5. Begriff der mit einer politischen Straftat konnexen Tat und des relativ politischen Delikts.
Verhältnisse im konkreten Fall (E. 16b).
6. Verweigerung der Auslieferung gemäss Art. 3 Ziff. 2 EAÜ.
Verhältnisse im konkreten Fall (E. 16c).

Sachverhalt ab Seite 320

BGE 109 Ib 317 S. 320
Licio Gelli, cittadino italiano nato a Pistoia il 21 aprile 1919, fu fermato a Ginevra il 13 settembre 1982 in possesso di documenti d'identità falsi e posto in detenzione provvisoria a fine d'estradizione per ordine dell'Ufficio federale di polizia (UFP), emesso a richiesta dell'Interpol di Roma. L'Ambasciata d'Italia a Berna ha chiesto la sua estradizione con nota del 22 settembre 1982. La domanda si fonda su tre mandati di cattura del Giudice istruttore presso il Tribunale di Roma, Dott. Ernesto Cudillo, emanati il 20 gennaio 1982 (n. 1575/81A R.G.P.M e n. 6571/81C R.G.I), l'11 giugno 1982 e il 15 settembre 1982 (entrambi n. 7888/81A R.G.P.M e 1575/81A R.G.I), nonché su un ordine di cattura (n. 7177/82A R.G.P.M) emesso il 17 settembre 1982 dai Sostituti Procuratori della Repubblica di Milano, Dott. Marra, Fenizia e Dell'Osso. Della serie di imputazioni, talune delle quali nel frattempo decadute, si dirà in seguito. La domanda d'estradizione era corredata di una relazione sui fatti del Giudice istruttore di Roma del 17 settembre 1982 e di una nota con documenti della Procura della Repubblica di Milano del 20 settembre 1982.
Gelli si opponeva all'estradizione. I suoi difensori presentavano il 7 febbraio 1983 un voluminoso memoriale, completato con una perizia giuridica 14 febbraio 1983 del prof. Pietro Nuvolone e con un ulteriore esposto del 22 marzo 1983 accompagnante una relazione 1o marzo 1983 dell'avv. Massimo Krogh e del prof. Fabio Dean sulla giurisprudenza italiana circa il principio di specialità.

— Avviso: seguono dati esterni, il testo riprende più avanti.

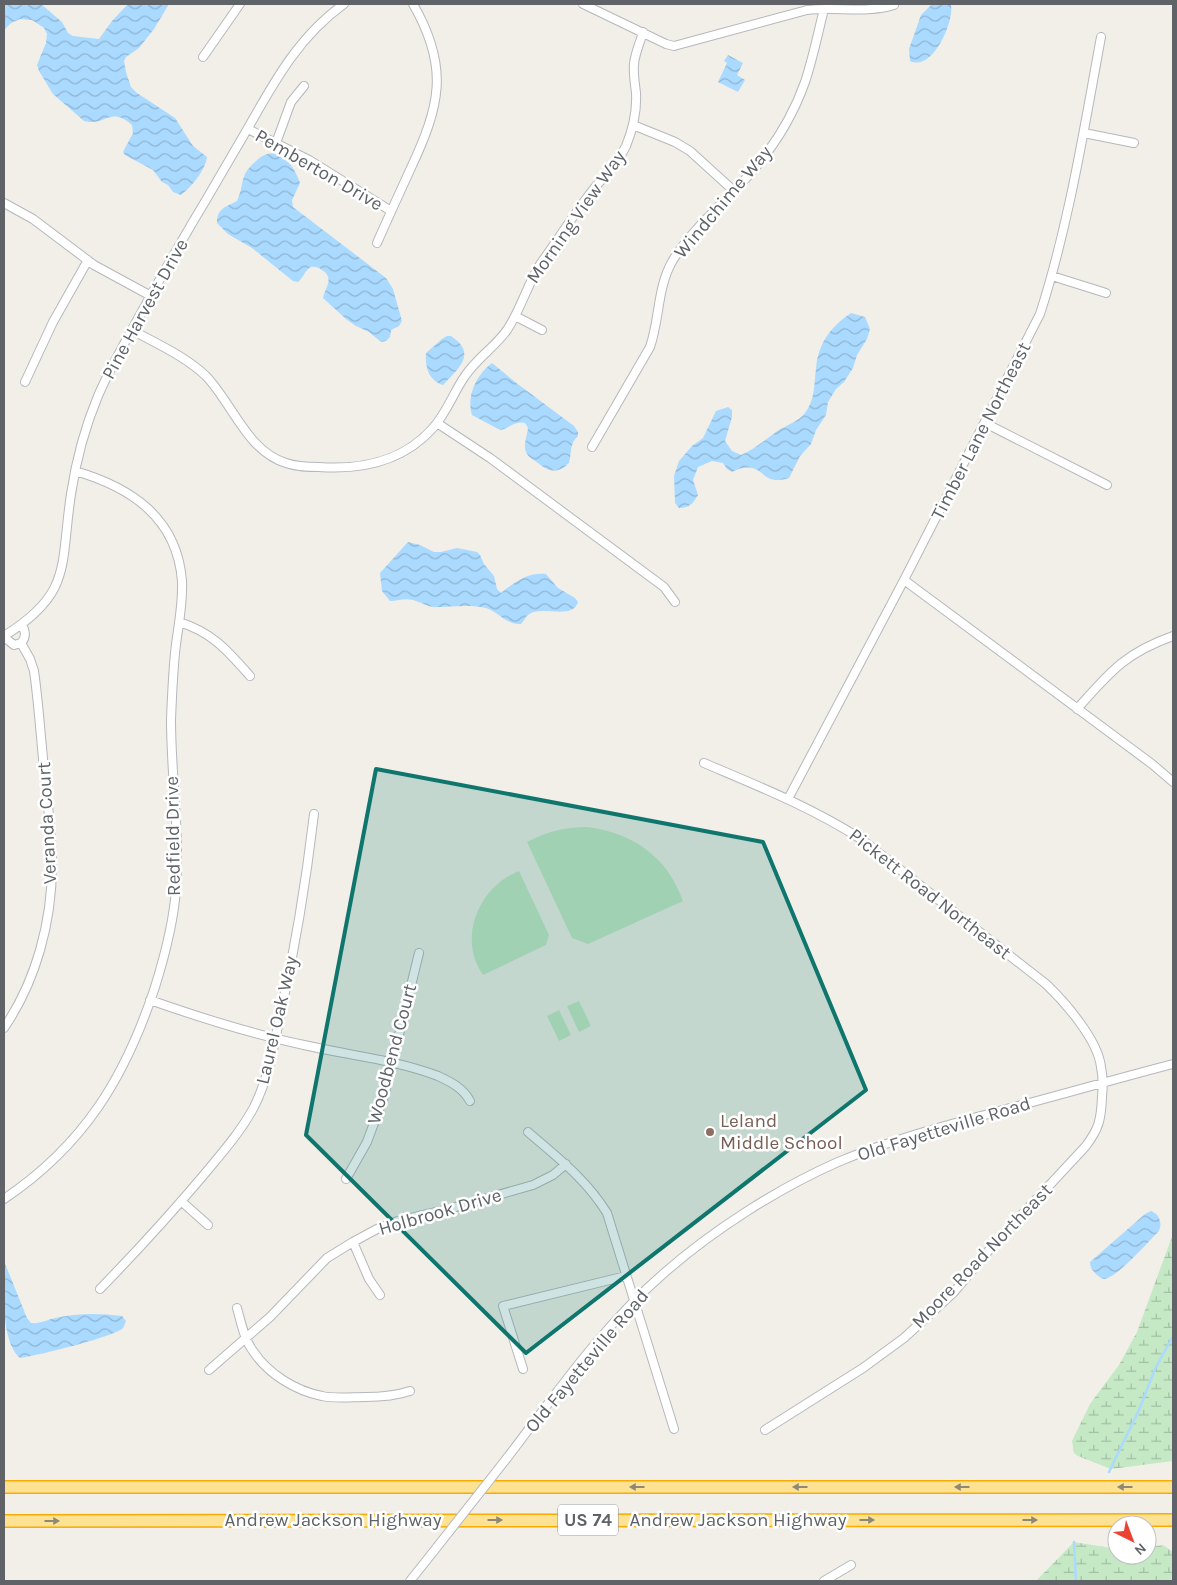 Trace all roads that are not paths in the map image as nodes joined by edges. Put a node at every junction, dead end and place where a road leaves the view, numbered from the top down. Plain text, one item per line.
1 (240, 4) edge
2 (344, 4) edge
3 (413, 4) edge
4 (583, 4) edge
5 (894, 5) edge
6 (824, 8) junction
7 (643, 32) junction
8 (1101, 37) dead end
9 (204, 57) dead end
10 (304, 86) dead end
11 (633, 125) junction
12 (248, 129) junction
13 (1084, 133) junction
14 (276, 143) junction
15 (1134, 143) dead end
16 (734, 191) junction
17 (4, 203) edge
18 (391, 211) junction
19 (377, 243) dead end
20 (88, 260) junction
21 (1052, 276) junction
22 (1106, 293) dead end
23 (151, 296) junction
24 (515, 316) junction
25 (132, 330) junction
26 (542, 330) dead end
27 (25, 382) dead end
28 (437, 423) junction
29 (985, 423) junction
30 (592, 447) dead end
31 (75, 471) junction
32 (1107, 485) dead end
33 (904, 580) junction
34 (675, 602) dead end
35 (179, 622) junction
36 (22, 624) junction
37 (4, 636) edge
38 (1173, 636) edge
39 (21, 643) junction
40 (250, 676) dead end
41 (1077, 709) junction
42 (704, 763) dead end
43 (1173, 782) edge
44 (788, 799) junction
45 (314, 814) dead end
46 (419, 953) dead end
47 (150, 1000) junction
48 (4, 1028) edge
49 (275, 1039) junction
50 (393, 1064) junction
51 (1173, 1064) edge
52 (1103, 1082) junction
53 (470, 1101) dead end
54 (528, 1132) dead end
55 (566, 1164) junction
56 (346, 1179) dead end
57 (4, 1199) edge
58 (181, 1201) junction
59 (208, 1224) dead end
60 (353, 1242) junction
61 (626, 1276) junction
62 (100, 1289) dead end
63 (380, 1295) dead end
64 (635, 1302) junction
65 (237, 1308) dead end
66 (246, 1339) junction
67 (523, 1369) dead end
68 (209, 1370) dead end
69 (410, 1391) dead end
70 (674, 1429) dead end
71 (765, 1430) dead end
72 (4, 1487) edge
73 (1173, 1487) edge
74 (1173, 1520) edge
75 (4, 1521) edge
76 (851, 1564) dead end
77 (410, 1581) edge
78 (824, 1581) edge

1 - 9 street
2 - 12 street, Pine Harvest Drive
3 - 18 street
4 - 7 street
5 - 6 street
6 - 7 street
6 - 16 street, Windchime Way
7 - 11 street, Morning View Way
8 - 13 street, Timber Lane Northeast
10 - 14 street
11 - 16 street
11 - 24 street, Morning View Way
12 - 14 street, Pemberton Drive
12 - 23 street, Pine Harvest Drive
13 - 15 street
13 - 21 street, Timber Lane Northeast
14 - 18 street, Pemberton Drive
16 - 30 street, Windchime Way
17 - 20 street
18 - 19 street
20 - 23 street
20 - 27 street
21 - 22 street
21 - 29 street, Timber Lane Northeast
23 - 25 street, Pine Harvest Drive
24 - 26 street
24 - 28 street, Morning View Way
25 - 28 street, Morning View Way
25 - 31 street, Pine Harvest Drive
28 - 34 street
29 - 32 street
29 - 33 street, Timber Lane Northeast
31 - 35 street, Redfield Drive
31 - 36 street, Pine Harvest Drive
33 - 41 street
33 - 44 street, Timber Lane Northeast
35 - 40 street
35 - 47 street, Redfield Drive
36 - 37 street, Pine Harvest Drive
36 - 39 street, Veranda Court
37 - 39 street
38 - 41 street
39 - 48 street, Veranda Court
41 - 43 street
42 - 44 street, Pickett Road Northeast
44 - 52 street, Pickett Road Northeast
45 - 49 street, Laurel Oak Way
46 - 50 street, Woodbend Court
47 - 49 street
47 - 57 street, Redfield Drive
49 - 50 street
49 - 58 street, Laurel Oak Way
50 - 53 street
50 - 56 street, Woodbend Court
51 - 52 street, Old Fayetteville Road
52 - 64 street, Old Fayetteville Road
52 - 71 street, Moore Road Northeast
54 - 55 street
55 - 60 street, Holbrook Drive
55 - 61 street
58 - 59 street
58 - 62 street, Laurel Oak Way
60 - 63 street
60 - 66 street, Holbrook Drive
61 - 64 street
61 - 67 street
64 - 70 street
64 - 77 street, Old Fayetteville Road, bridge
65 - 66 street
66 - 68 street, Holbrook Drive
66 - 69 street
73 -> 72 highway, Andrew Jackson Highway / US 74
75 -> 74 highway, Andrew Jackson Highway / US 74
76 - 78 street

L'UFP presentava il 3 marzo 1983 al Ministero italiano di grazia e giustizia domande di informazioni supplementari, che venivano fornite con ulteriore documentazione presentata con note dell'Ambasciata d'Italia a Berna dell'11 e del 19 marzo 1983. Il 16 aprile 1983 il Giudice istruttore presso il Tribunale civile e penale di Milano faceva pervenire all'UFP una comunicazione relativa agli sviluppi dell'inchiesta, da considerare - a mente dell'UFP - come complemento alla domanda d'estradizione; dal canto suo l'Ambasciata d'Italia forniva con nota 27 aprile 1983 un'assicurazione del Ministero di grazia e giustizia circa l'ossequio del principio di specialità.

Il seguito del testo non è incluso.